** Opening Data excerpts block **

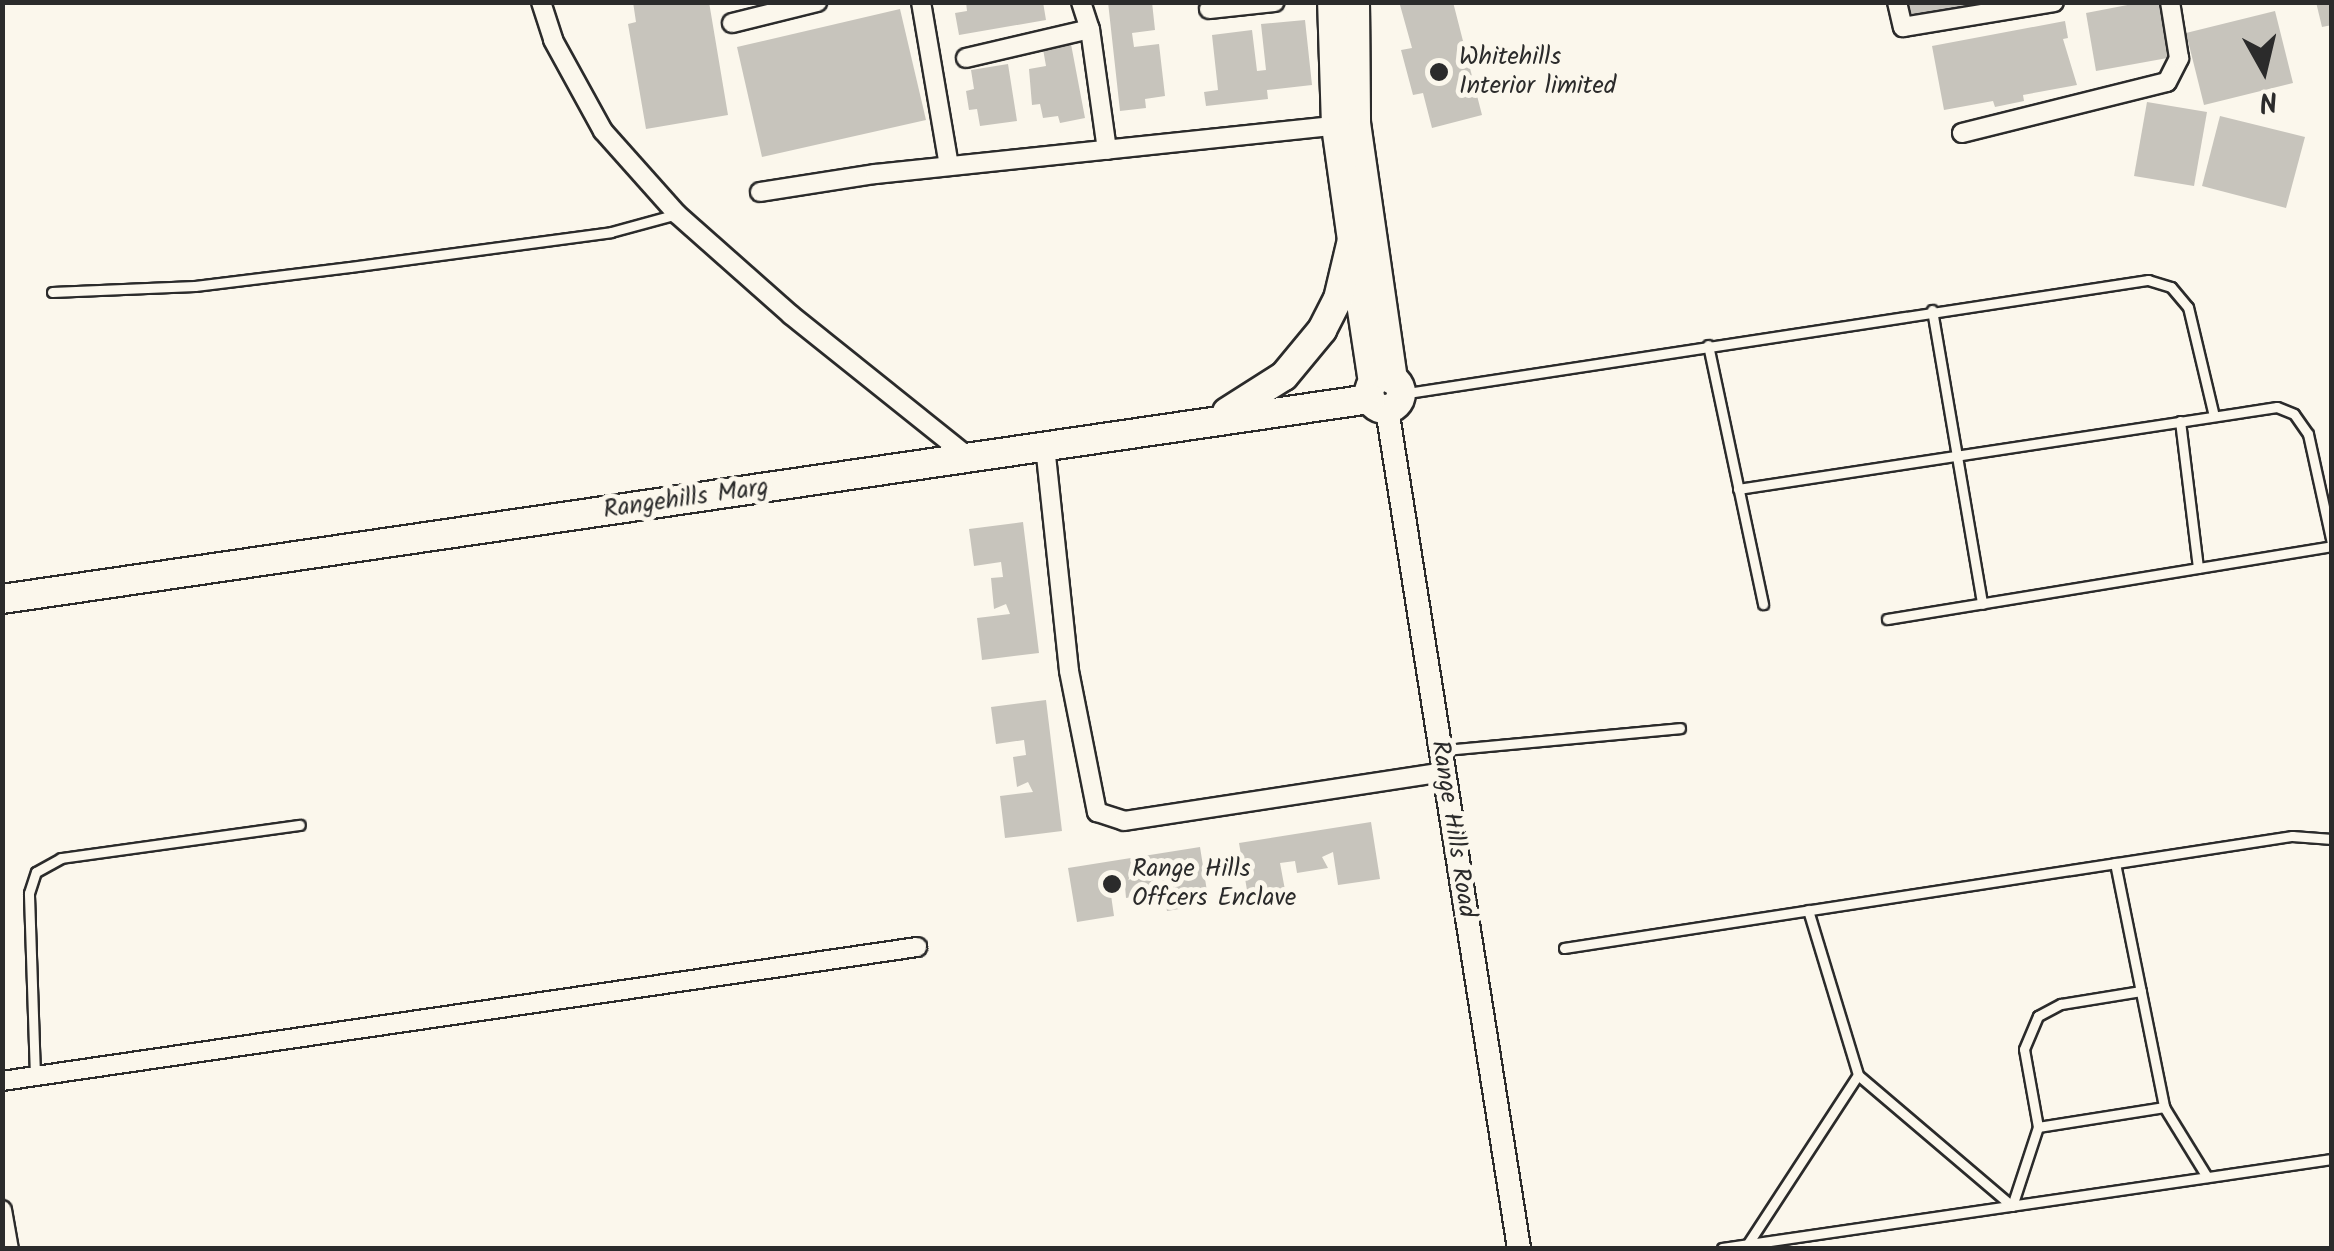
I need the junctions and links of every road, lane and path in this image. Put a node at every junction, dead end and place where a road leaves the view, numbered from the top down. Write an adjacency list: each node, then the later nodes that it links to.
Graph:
1 (541, 2): 20 (street)
2 (817, 2): 12 (street)
3 (921, 2): 18 (street)
4 (1081, 2): 13 (street)
5 (1275, 2): 11 (street)
6 (1332, 2): 15 (main road)
7 (1355, 2): 15 (main road)
8 (1897, 2): 9 (street)
9 (2054, 2)
10 (2170, 2): 16 (street)
11 (1209, 10)
12 (732, 23)
13 (1090, 28): 14 (street); 17 (street)
14 (966, 58)
15 (1346, 125): 17 (street); 21 (main road, Range Hills Road); 25 (main road)
16 (1962, 133)
17 (1108, 150): 18 (street)
18 (949, 166): 19 (street)
19 (760, 192)
20 (677, 214): 22 (lane); 31 (street)
21 (1352, 240): 25 (main road, Range Hills Road); 28 (main road)
22 (52, 292)
23 (1932, 310): 24 (lane); 26 (lane); 30 (lane)
24 (1708, 346): 25 (lane); 32 (lane)
25 (1385, 393): 28 (main road, Rangehills Marg); 40 (street, Range Hills Road)
26 (2214, 416): 27 (lane); 33 (lane)
27 (2180, 421): 30 (lane); 34 (lane)
28 (1208, 422): 29 (main road, Rangehills Marg)
29 (1045, 446): 31 (main road, Rangehills Marg); 40 (street)
30 (1957, 456): 32 (lane); 37 (lane)
31 (968, 458): 35 (main road, Rangehills Marg)
32 (1738, 488): 36 (lane)
33 (2332, 545): 34 (lane)
34 (2198, 568): 37 (lane)
35 (2, 599)
36 (1763, 604)
37 (1982, 604): 38 (lane)
38 (1888, 619)
39 (1680, 728): 40 (lane)
40 (1442, 761): 59 (street, Range Hills Road)
41 (300, 824): 49 (lane)
42 (2332, 838): 43 (lane)
43 (2115, 863): 44 (lane); 47 (lane)
44 (1808, 910): 46 (lane); 48 (lane)
45 (917, 947): 49 (street)
46 (1564, 948)
47 (2141, 992): 51 (lane); 52 (lane)
48 (1858, 1075): 55 (lane); 57 (lane)
49 (34, 1076): 50 (street)
50 (2, 1081)
51 (2164, 1107): 52 (lane); 54 (lane)
52 (2038, 1128): 55 (lane)
53 (2332, 1159): 54 (lane)
54 (2206, 1178): 55 (lane)
55 (2012, 1206): 57 (lane)
56 (2, 1210): 58 (street)
57 (1746, 1245): 60 (lane)
58 (9, 1248)
59 (1519, 1248)
60 (1722, 1248)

** Closing Data excerpts block **

◆ Exercise objective
When you transcribe the lines above, keep every word exact but leave the pictures behind.

◆ Expected answer
I need the junctions and links of every road, lane and path in this image. Put a node at every junction, dead end and place where a road leaves the view, numbered from the top down. Write an adjacency list: each node, then the later nodes that it links to.
Graph:
1 (541, 2): 20 (street)
2 (817, 2): 12 (street)
3 (921, 2): 18 (street)
4 (1081, 2): 13 (street)
5 (1275, 2): 11 (street)
6 (1332, 2): 15 (main road)
7 (1355, 2): 15 (main road)
8 (1897, 2): 9 (street)
9 (2054, 2)
10 (2170, 2): 16 (street)
11 (1209, 10)
12 (732, 23)
13 (1090, 28): 14 (street); 17 (street)
14 (966, 58)
15 (1346, 125): 17 (street); 21 (main road, Range Hills Road); 25 (main road)
16 (1962, 133)
17 (1108, 150): 18 (street)
18 (949, 166): 19 (street)
19 (760, 192)
20 (677, 214): 22 (lane); 31 (street)
21 (1352, 240): 25 (main road, Range Hills Road); 28 (main road)
22 (52, 292)
23 (1932, 310): 24 (lane); 26 (lane); 30 (lane)
24 (1708, 346): 25 (lane); 32 (lane)
25 (1385, 393): 28 (main road, Rangehills Marg); 40 (street, Range Hills Road)
26 (2214, 416): 27 (lane); 33 (lane)
27 (2180, 421): 30 (lane); 34 (lane)
28 (1208, 422): 29 (main road, Rangehills Marg)
29 (1045, 446): 31 (main road, Rangehills Marg); 40 (street)
30 (1957, 456): 32 (lane); 37 (lane)
31 (968, 458): 35 (main road, Rangehills Marg)
32 (1738, 488): 36 (lane)
33 (2332, 545): 34 (lane)
34 (2198, 568): 37 (lane)
35 (2, 599)
36 (1763, 604)
37 (1982, 604): 38 (lane)
38 (1888, 619)
39 (1680, 728): 40 (lane)
40 (1442, 761): 59 (street, Range Hills Road)
41 (300, 824): 49 (lane)
42 (2332, 838): 43 (lane)
43 (2115, 863): 44 (lane); 47 (lane)
44 (1808, 910): 46 (lane); 48 (lane)
45 (917, 947): 49 (street)
46 (1564, 948)
47 (2141, 992): 51 (lane); 52 (lane)
48 (1858, 1075): 55 (lane); 57 (lane)
49 (34, 1076): 50 (street)
50 (2, 1081)
51 (2164, 1107): 52 (lane); 54 (lane)
52 (2038, 1128): 55 (lane)
53 (2332, 1159): 54 (lane)
54 (2206, 1178): 55 (lane)
55 (2012, 1206): 57 (lane)
56 (2, 1210): 58 (street)
57 (1746, 1245): 60 (lane)
58 (9, 1248)
59 (1519, 1248)
60 (1722, 1248)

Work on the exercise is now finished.